Pues ellas, que pendían del corazón de Dios,
de él nunca se alejarán.
El que osó superar
en el vuelo a los pájaros,
otra vez una cosa debe saber: ¡caer!
Pacientemente descansar
en la gravedad».
»Saber caer, soltar… Difícil aprendizaje para nosotros, que nacemos con un fuerte instinto prensor y a lo largo de nuestra vida solemos ejercitarlo en sus mil modalidades de agarrar, apoderarnos, retener, sujetar, asir, prender, hacer presa, aferrar, controlar… Nada nos es tan ajeno como ese «pacientemente descansar en la gravedad» y «pender del corazón de Dios». Como en aquella historia del alpinista que, en medio de la noche, se deslizó por un helero agarrado a su cuerda, quedando suspendido en el vacío. Cuando le pidió a Dios que acudiera en su auxilio, escuchó su voz que le decía: «¡Suelta la cuerda!» No se atrevió a hacerlo hasta que, al amanecer, ya casi congelado, se dio cuenta de que sólo la distancia de medio metro le separaba del suelo. Pero preferimos «morir congelados» antes de hacer ese gesto sencillo de abrir las manos y soltar.
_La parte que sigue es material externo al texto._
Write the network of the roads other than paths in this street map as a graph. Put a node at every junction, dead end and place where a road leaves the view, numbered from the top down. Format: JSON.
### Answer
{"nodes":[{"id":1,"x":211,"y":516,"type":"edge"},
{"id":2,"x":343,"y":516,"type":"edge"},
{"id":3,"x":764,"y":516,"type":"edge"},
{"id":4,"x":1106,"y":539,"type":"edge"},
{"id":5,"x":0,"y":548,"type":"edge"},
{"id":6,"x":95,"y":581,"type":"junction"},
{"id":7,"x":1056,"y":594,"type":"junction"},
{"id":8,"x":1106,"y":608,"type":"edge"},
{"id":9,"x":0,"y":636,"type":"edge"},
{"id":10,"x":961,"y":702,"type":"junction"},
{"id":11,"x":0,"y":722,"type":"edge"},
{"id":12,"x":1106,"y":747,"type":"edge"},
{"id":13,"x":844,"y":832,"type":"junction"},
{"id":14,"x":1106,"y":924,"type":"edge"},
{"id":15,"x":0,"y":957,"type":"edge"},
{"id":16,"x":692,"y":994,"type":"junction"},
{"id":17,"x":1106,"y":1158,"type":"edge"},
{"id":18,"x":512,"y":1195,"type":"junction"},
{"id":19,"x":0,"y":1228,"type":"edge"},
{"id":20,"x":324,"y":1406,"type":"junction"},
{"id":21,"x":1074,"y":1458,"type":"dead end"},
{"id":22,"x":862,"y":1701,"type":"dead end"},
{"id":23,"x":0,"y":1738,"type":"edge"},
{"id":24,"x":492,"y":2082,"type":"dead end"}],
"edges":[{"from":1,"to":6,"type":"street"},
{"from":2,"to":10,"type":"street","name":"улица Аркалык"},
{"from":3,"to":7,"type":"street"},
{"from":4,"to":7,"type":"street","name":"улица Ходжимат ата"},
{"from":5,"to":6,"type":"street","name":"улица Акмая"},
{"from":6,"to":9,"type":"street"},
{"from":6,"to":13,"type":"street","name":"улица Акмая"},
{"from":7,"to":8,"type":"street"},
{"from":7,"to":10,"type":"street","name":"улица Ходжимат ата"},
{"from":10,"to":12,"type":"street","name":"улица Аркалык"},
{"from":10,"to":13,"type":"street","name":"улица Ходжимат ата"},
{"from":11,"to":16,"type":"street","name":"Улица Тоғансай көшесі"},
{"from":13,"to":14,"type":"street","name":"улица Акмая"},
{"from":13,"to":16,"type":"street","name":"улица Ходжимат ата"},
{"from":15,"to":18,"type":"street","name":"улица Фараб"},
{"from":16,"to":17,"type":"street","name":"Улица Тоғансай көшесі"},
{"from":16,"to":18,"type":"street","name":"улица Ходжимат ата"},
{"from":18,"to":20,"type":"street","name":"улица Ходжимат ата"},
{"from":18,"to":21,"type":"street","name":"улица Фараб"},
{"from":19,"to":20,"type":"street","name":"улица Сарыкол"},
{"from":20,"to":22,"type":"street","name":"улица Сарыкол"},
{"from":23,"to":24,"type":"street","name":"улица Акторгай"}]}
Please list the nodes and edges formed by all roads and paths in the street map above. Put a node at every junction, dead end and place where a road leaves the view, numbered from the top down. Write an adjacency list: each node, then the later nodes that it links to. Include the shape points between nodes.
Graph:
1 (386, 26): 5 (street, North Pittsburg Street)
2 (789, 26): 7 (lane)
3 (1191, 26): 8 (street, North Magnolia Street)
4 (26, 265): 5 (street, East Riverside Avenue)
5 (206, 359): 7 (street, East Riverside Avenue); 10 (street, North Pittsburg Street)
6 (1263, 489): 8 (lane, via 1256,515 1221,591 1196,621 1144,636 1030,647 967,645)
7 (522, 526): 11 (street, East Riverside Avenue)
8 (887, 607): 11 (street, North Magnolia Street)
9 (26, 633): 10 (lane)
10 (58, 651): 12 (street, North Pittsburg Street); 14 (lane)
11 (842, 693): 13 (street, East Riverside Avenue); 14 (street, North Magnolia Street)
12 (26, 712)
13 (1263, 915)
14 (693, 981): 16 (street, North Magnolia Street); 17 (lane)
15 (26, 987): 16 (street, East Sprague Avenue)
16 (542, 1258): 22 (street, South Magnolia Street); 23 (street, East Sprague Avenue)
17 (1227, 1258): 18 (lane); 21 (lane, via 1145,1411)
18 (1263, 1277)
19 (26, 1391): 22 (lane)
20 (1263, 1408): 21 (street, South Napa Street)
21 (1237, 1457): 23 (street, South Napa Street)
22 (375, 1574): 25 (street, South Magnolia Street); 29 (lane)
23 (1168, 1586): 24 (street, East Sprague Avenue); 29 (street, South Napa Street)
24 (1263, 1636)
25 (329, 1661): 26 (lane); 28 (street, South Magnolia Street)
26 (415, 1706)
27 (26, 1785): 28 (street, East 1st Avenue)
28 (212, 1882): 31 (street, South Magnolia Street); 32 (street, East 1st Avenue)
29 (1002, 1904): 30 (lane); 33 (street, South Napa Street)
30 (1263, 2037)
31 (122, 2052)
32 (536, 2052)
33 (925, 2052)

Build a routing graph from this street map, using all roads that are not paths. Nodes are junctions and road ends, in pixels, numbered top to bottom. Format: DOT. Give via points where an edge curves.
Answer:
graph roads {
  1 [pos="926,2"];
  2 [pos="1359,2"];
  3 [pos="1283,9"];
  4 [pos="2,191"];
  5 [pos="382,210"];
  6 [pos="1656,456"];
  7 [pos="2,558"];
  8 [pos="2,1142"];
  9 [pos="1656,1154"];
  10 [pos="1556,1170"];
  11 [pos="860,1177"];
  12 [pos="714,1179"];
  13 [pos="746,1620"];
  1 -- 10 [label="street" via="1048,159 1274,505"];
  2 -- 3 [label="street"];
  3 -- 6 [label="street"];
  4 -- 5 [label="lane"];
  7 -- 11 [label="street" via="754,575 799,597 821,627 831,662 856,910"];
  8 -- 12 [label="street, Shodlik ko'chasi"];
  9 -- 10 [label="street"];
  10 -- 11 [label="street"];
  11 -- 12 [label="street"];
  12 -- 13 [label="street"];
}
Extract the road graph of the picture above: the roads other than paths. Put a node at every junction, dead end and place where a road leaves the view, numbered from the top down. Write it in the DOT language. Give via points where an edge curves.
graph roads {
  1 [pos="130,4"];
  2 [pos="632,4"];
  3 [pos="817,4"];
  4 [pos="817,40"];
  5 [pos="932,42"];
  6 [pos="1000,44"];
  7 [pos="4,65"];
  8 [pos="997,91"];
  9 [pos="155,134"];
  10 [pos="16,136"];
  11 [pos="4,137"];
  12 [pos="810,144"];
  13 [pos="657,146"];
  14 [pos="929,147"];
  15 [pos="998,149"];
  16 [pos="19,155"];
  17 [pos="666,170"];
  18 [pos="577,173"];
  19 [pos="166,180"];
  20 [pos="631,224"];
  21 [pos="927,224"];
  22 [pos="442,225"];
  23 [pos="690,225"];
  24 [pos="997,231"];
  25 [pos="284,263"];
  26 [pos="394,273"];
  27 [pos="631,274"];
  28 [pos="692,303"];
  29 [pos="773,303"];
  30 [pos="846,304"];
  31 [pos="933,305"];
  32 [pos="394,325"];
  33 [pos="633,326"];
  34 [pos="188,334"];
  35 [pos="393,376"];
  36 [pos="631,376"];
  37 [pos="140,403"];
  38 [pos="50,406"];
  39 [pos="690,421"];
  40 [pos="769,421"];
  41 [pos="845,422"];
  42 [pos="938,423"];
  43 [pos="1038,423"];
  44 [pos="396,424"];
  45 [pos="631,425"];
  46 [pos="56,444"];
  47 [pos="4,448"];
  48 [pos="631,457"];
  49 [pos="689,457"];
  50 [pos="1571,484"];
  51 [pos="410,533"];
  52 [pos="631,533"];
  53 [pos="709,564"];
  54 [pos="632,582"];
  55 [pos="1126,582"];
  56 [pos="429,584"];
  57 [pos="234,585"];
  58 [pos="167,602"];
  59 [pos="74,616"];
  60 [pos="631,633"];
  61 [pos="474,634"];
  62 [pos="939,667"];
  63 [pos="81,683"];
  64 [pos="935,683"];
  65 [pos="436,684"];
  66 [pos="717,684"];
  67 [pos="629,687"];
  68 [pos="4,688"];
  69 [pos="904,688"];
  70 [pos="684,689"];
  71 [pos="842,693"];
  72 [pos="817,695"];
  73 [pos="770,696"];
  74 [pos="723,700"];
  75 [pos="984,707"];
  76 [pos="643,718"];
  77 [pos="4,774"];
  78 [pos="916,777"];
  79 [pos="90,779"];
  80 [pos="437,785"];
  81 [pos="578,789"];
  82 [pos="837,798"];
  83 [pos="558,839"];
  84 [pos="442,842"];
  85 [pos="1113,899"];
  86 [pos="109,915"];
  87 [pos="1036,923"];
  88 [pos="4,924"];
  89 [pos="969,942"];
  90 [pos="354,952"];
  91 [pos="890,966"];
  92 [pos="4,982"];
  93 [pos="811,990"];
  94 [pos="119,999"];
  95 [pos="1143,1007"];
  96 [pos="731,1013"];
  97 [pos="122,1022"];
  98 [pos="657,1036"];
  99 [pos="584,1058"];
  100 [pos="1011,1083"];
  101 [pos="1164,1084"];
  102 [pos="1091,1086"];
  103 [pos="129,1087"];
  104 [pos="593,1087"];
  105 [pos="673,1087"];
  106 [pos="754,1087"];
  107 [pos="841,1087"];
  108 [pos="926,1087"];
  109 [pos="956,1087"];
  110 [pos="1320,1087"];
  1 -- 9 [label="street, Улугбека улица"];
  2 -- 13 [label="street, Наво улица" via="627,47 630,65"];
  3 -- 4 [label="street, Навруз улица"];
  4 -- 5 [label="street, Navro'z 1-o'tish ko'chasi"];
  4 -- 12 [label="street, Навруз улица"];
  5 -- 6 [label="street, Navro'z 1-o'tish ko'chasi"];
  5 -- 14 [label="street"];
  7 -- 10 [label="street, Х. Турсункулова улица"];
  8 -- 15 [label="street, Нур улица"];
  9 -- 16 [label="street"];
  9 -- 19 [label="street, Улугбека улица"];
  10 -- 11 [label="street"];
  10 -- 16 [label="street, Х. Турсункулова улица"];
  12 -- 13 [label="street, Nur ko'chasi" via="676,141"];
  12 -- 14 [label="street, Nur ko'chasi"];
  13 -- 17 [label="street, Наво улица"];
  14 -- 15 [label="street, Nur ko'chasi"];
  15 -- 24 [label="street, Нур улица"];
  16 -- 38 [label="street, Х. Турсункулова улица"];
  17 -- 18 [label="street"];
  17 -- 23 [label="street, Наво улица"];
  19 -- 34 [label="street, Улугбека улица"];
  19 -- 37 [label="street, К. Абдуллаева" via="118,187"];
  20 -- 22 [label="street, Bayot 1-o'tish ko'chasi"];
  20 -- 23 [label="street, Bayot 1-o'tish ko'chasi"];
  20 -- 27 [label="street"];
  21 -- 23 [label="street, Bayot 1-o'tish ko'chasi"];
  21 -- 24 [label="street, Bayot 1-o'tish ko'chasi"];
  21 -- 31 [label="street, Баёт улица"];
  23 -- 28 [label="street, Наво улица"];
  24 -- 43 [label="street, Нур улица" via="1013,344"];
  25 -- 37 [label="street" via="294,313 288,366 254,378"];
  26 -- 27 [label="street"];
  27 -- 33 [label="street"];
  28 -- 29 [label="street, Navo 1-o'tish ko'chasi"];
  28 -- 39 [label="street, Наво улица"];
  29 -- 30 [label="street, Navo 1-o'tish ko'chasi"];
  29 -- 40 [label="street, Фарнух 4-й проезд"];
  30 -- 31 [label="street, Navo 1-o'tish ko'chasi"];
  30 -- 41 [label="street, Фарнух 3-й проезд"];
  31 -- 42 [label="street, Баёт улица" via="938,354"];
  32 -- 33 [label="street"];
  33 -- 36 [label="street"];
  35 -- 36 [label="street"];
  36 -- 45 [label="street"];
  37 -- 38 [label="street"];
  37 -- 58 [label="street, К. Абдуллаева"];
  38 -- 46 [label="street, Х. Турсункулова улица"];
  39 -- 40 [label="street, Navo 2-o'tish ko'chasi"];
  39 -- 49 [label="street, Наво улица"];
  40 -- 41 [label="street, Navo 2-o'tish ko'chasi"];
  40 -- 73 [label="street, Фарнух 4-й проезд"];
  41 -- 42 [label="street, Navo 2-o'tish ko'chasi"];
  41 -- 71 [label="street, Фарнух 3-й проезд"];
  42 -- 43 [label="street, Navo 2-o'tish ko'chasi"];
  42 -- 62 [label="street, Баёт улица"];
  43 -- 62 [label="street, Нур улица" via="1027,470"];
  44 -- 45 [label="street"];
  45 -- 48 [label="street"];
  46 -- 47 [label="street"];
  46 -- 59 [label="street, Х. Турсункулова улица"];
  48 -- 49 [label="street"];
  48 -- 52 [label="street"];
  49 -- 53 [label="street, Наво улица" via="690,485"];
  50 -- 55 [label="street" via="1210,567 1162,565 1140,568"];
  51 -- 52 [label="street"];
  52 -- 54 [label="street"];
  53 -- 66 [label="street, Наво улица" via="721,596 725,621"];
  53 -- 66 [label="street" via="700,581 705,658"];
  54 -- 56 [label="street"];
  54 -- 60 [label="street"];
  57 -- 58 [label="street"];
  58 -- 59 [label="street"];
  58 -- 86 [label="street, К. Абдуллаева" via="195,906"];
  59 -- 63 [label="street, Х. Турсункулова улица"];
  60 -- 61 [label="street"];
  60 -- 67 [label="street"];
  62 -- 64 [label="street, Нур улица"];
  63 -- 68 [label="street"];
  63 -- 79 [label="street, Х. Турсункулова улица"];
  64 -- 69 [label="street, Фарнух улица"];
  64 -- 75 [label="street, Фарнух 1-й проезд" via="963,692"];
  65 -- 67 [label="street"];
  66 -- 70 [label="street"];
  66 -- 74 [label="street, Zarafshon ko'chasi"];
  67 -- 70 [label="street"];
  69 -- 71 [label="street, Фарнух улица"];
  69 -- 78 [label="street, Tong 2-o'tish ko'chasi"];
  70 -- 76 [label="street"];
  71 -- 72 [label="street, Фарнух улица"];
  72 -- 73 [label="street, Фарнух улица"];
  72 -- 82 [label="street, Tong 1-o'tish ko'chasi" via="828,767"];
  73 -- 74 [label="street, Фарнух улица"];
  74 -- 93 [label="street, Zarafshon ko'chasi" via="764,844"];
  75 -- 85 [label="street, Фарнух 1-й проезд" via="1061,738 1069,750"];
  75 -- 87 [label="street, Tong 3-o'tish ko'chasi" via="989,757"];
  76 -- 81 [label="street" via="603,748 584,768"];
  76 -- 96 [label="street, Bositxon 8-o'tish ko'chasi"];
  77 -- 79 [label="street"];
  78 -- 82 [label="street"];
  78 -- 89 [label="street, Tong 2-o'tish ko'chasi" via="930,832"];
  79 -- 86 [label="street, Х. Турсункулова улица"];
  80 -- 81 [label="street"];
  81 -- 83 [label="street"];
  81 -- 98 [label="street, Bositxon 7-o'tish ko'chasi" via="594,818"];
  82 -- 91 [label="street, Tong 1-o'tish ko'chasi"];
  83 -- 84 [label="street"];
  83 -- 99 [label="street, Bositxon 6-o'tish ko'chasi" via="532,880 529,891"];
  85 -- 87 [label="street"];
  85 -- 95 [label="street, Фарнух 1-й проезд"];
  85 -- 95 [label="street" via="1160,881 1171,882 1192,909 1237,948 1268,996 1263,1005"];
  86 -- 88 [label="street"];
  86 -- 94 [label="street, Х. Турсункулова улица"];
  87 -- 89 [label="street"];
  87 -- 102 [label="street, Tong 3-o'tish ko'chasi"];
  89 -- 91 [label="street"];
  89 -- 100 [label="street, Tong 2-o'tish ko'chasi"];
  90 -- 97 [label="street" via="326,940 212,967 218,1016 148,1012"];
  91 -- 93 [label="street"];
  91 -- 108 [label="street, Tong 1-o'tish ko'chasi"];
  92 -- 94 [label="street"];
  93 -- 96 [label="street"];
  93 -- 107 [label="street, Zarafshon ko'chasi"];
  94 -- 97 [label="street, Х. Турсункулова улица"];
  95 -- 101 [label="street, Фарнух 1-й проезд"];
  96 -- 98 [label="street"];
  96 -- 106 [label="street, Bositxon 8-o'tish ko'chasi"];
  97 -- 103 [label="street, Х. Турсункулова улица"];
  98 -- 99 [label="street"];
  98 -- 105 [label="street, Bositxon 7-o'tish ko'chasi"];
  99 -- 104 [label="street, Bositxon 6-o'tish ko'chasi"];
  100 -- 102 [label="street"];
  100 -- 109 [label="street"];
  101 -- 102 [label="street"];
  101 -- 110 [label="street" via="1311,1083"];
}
»Quizá fue eso lo que más debió de deslumbrar a Pablo de Jesús: aquello de que, «siendo de condición divina, no retuvo ávidamente ser igual a Dios…». El término que emplea podría traducirse como «aferrar una presa o un botín», algo que nuestras manos posesivas conocen bien, mientras que Él parecía ignorar en qué consiste ese gesto, porque en Él todo era apertura, abandono, descentramiento, capacidad de entrega y de acogida. Y es ése el gran aprendizaje que tenemos que ir haciendo a lo largo de nuestra vida, algo que el Salmo 46 llama «rendirse»: «Rendíos y reconoced que yo soy Dios» (46, 11); y el verbo empleado significa también abandonar, soltar, ceder, cejar, permitir, consentir…
Lo refleja bien esta anécdota que cuenta Henry Nouwen: «Los Flying Rodleigh son unos trapecistas que actúan en el circo alemán Simoneit-Barum. Cuando el circo llegó a Friburgo hace dos años, mis amigos Franz y Reny nos invitaron a mi padre y a mí a ver el espectáculo. Nunca olvidaré cuán extasiado quedé cuando vi por primera vez a los Rodleigh moverse en el aire, volando y agarrándose como elegantes bailarines. Al día siguiente, regresé al circo para verlos de nuevo y me presenté a ellos como uno de sus grandes admiradores. Me invitaron a asistir a sus sesiones de práctica, me dieron billetes de entrada gratis, me invitaron a cenar y me sugirieron que viajara con ellos durante una semana en un futuro próximo. Lo hice, y nos convertimos en buenos amigos. Un día, estaba yo sentado con Rodleigh, el jefe del grupo, en su caravana, hablando sobre los saltos de los trapecistas. Y me dijo : “Como saltador, tengo que confiar por completo en mi portor. El público podría pensar que yo soy la gran estrella del trapecio, pero la verdadera estrella es Joe, mi portor. Tiene que estar allí para mí con una precisión instantánea, y agarrarme en el aire cuando voy a su encuentro después de saltar”. “¿Cuál es la clave?”, le pregunté. “El secreto –me dijo Rodleigh- es que el saltador no hace nada, y el portor lo hace todo. Cuando salto al encuentro de Joe, no tengo más que extender mis brazos y mis manos y esperar que él me agarre y me lleve con seguridad al trampolín”. “¿Qué tú no haces nada?”, pregunté sorprendido. “Nada –repitió Rodleigh-. Lo peor que puede hacer el saltador es tratar de agarrar al portor. Yo no debo agarrar a Joe. Es él quien tiene que agarrarme a mí. Si yo aprieto las muñecas de Joe, podría partírselas, o él podría partirme las mías, y eso tendría consecuencias fatales para los dos. El saltador tiene que volar, y el portor agarrar; y el saltador debe confiar, con los brazos extendidos, en que su portor esté allí en el momento preciso”.
»Cuando Joe dijo esto con tanta convicción, en mi mente brillaron las palabras de Jesús: “Padre, en tus manos pongo mi espíritu”. Morir es confiar en el portor. Cuidar de los moribundos es decir: “No temáis. Recordad que sois los hijos amados de Dios. Dios se hará presente cuando deis el salto. No tratéis de agarrarlo; él os agarrará a vosotros. Lo único que debéis hacer es extender vuestros brazos y vuestras manos y confiar, confiar, confiar».
2 comentarios:
Realmente precioso. La imagen del trapecista portor como símbolo de Dios que nos ama y que no nos dejará caer es magnífica :-)
¡Qué bonito!
Saltar y confiar...es toda la propuesta.